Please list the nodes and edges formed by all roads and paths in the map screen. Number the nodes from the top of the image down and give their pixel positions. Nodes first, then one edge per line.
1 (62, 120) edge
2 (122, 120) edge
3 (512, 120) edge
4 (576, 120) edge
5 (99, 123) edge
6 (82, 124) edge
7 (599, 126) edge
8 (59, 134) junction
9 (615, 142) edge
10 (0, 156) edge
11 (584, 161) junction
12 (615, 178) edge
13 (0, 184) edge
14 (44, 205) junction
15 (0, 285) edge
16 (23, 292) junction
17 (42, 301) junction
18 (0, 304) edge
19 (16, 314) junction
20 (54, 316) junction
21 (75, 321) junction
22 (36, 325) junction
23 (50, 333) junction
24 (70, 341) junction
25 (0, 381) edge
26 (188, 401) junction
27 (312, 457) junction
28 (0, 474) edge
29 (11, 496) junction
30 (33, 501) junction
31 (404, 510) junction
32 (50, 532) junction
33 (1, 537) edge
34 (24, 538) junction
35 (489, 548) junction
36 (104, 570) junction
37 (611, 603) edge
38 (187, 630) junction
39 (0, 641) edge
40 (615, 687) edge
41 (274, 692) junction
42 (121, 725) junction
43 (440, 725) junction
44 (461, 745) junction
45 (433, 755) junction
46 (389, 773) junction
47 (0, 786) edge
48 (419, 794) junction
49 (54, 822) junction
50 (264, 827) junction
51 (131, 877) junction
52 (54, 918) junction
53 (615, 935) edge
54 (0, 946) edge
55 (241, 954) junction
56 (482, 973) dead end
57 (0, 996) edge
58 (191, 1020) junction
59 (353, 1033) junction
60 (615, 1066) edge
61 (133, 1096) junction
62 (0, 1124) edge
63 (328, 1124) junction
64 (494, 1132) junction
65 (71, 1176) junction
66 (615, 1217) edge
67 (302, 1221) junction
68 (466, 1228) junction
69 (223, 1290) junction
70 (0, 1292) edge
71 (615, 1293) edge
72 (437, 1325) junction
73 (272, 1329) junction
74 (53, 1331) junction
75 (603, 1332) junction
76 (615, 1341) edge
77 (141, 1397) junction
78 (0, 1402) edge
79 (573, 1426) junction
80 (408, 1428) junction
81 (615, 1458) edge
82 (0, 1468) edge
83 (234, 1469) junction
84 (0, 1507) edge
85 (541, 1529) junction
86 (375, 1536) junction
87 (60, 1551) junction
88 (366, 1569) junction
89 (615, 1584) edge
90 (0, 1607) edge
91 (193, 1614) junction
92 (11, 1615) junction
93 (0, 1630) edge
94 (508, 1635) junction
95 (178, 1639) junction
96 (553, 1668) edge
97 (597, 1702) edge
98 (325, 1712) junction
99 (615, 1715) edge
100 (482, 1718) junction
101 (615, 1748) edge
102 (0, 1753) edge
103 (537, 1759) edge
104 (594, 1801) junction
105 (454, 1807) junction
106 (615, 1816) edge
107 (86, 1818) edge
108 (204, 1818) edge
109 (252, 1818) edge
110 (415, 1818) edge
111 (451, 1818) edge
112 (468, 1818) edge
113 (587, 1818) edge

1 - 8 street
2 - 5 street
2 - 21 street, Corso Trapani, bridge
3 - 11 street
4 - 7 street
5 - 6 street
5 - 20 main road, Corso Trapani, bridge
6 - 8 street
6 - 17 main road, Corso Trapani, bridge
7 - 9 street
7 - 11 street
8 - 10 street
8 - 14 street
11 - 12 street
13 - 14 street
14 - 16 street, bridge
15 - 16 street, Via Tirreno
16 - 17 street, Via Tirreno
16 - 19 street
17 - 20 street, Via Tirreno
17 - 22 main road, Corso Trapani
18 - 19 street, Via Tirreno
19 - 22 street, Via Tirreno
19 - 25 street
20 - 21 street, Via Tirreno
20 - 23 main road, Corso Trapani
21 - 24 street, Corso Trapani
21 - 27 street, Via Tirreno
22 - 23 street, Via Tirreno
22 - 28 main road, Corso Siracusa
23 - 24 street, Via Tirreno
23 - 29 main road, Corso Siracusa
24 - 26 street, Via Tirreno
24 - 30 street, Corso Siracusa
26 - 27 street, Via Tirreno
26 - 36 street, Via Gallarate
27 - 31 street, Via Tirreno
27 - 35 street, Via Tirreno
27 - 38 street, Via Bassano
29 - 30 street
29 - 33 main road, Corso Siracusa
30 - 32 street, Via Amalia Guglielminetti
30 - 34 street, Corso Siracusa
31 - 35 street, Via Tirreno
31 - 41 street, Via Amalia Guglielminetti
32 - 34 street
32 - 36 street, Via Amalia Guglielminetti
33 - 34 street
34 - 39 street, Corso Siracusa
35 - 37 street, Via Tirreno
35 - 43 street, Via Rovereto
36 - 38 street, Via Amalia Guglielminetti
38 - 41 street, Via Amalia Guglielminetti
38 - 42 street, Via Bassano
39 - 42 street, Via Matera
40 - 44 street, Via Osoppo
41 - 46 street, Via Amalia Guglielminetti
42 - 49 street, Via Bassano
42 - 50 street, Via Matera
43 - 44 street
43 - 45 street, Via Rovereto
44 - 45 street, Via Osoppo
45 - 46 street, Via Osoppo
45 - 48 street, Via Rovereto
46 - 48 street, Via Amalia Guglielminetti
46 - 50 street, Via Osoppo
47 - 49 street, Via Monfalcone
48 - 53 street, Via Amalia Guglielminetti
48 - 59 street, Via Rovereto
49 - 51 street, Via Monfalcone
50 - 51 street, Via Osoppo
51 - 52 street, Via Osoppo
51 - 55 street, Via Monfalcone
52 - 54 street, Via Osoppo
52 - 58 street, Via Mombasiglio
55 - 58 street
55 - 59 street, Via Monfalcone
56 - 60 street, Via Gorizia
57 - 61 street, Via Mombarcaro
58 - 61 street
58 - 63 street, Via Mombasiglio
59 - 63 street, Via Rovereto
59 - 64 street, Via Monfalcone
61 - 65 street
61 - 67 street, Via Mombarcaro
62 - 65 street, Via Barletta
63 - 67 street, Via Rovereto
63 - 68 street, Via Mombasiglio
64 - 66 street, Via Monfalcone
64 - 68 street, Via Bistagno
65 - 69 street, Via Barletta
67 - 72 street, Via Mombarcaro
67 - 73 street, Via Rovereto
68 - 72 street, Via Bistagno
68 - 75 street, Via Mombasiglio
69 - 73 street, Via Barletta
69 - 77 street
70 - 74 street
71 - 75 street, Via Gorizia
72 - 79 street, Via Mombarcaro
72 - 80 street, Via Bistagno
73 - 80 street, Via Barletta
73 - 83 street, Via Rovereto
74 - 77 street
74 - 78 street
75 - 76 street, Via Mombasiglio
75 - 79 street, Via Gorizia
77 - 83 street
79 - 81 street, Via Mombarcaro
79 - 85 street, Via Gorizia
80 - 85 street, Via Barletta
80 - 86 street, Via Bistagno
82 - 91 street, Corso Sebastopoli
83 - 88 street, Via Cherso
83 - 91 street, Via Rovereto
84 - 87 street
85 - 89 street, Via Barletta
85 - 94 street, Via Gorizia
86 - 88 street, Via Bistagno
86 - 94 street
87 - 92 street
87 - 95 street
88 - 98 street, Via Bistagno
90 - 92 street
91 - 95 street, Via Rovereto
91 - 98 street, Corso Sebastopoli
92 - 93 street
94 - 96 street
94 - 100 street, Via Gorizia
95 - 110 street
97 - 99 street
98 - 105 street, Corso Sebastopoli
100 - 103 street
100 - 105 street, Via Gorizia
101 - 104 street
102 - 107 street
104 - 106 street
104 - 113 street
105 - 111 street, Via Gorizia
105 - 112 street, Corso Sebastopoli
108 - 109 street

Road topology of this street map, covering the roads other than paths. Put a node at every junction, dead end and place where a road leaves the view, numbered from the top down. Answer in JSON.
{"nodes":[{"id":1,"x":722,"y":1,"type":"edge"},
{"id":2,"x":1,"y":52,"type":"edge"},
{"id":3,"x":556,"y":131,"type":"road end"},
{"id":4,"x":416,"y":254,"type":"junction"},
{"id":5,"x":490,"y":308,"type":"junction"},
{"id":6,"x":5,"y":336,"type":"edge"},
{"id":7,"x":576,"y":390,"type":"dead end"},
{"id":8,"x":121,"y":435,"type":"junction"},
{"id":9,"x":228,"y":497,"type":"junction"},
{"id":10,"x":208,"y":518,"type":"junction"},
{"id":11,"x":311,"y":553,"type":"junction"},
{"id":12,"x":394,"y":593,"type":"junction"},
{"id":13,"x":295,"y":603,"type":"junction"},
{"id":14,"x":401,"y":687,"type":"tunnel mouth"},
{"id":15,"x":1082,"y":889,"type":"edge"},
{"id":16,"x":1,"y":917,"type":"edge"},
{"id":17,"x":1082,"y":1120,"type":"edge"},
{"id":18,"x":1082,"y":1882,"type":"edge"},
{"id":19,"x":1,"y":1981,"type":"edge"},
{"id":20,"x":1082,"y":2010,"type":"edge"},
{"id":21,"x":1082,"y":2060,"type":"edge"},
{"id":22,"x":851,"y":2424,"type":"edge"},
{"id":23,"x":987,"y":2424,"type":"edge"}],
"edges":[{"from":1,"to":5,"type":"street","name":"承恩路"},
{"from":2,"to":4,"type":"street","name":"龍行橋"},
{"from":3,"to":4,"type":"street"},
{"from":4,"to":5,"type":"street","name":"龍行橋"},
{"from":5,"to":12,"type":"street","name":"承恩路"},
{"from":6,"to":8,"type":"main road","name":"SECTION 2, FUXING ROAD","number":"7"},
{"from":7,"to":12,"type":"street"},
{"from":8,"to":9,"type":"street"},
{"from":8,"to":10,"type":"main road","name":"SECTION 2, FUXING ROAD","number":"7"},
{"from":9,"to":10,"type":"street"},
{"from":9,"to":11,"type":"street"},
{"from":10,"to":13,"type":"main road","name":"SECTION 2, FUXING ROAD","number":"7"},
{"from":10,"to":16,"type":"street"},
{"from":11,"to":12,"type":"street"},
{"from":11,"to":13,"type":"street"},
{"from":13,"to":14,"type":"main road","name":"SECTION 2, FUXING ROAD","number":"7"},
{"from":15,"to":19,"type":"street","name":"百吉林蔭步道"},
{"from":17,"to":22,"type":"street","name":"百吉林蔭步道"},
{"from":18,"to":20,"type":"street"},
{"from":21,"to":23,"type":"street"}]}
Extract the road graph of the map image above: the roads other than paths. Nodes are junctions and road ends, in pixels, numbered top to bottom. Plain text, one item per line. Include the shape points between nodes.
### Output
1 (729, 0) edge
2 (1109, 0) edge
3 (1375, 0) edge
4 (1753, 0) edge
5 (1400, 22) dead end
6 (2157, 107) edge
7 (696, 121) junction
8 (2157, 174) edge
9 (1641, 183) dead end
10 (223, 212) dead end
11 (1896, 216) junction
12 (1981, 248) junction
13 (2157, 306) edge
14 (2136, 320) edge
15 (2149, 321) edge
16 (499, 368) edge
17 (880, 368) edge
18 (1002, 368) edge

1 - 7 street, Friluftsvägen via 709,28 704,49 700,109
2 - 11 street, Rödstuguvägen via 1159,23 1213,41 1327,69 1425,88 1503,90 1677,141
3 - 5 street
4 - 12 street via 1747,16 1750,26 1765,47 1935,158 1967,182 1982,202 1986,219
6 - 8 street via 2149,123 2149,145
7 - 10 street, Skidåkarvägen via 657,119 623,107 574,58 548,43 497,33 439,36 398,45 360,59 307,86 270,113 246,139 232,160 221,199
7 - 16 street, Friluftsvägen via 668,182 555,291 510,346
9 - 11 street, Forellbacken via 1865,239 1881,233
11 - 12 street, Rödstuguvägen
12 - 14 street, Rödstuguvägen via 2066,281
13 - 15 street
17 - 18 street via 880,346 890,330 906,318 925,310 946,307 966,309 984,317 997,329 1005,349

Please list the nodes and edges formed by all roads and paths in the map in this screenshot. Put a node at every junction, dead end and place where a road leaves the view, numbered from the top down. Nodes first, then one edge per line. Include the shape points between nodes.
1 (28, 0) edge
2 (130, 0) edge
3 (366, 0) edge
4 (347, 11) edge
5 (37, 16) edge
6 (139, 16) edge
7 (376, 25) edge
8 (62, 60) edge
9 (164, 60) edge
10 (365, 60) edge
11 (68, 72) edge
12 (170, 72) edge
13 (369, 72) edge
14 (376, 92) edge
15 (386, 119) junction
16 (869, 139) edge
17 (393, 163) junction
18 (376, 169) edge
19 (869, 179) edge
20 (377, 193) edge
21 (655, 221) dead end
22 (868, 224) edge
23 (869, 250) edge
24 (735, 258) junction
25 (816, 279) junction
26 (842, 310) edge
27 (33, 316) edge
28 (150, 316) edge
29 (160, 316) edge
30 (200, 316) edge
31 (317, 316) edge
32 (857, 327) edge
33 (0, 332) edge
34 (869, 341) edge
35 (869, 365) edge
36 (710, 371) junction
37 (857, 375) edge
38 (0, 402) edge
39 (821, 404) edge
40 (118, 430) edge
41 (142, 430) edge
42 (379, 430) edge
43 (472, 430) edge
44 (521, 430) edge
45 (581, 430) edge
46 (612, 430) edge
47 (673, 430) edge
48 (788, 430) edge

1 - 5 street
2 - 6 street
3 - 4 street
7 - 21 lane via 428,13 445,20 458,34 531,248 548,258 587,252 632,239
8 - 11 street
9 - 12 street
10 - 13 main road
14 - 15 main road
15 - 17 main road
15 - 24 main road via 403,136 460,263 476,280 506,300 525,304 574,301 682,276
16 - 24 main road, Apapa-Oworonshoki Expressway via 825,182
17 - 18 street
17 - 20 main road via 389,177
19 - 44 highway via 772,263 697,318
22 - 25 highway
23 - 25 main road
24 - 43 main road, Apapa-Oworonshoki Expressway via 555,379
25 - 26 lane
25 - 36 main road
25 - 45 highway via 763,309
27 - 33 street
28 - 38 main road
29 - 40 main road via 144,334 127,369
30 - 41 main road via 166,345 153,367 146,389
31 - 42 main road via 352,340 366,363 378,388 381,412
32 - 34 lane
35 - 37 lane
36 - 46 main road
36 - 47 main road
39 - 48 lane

* * *

→ Problem statement:
When the word "image" shows up in a line of the material, count that line; report only the final number.

→ Answer for the task:
2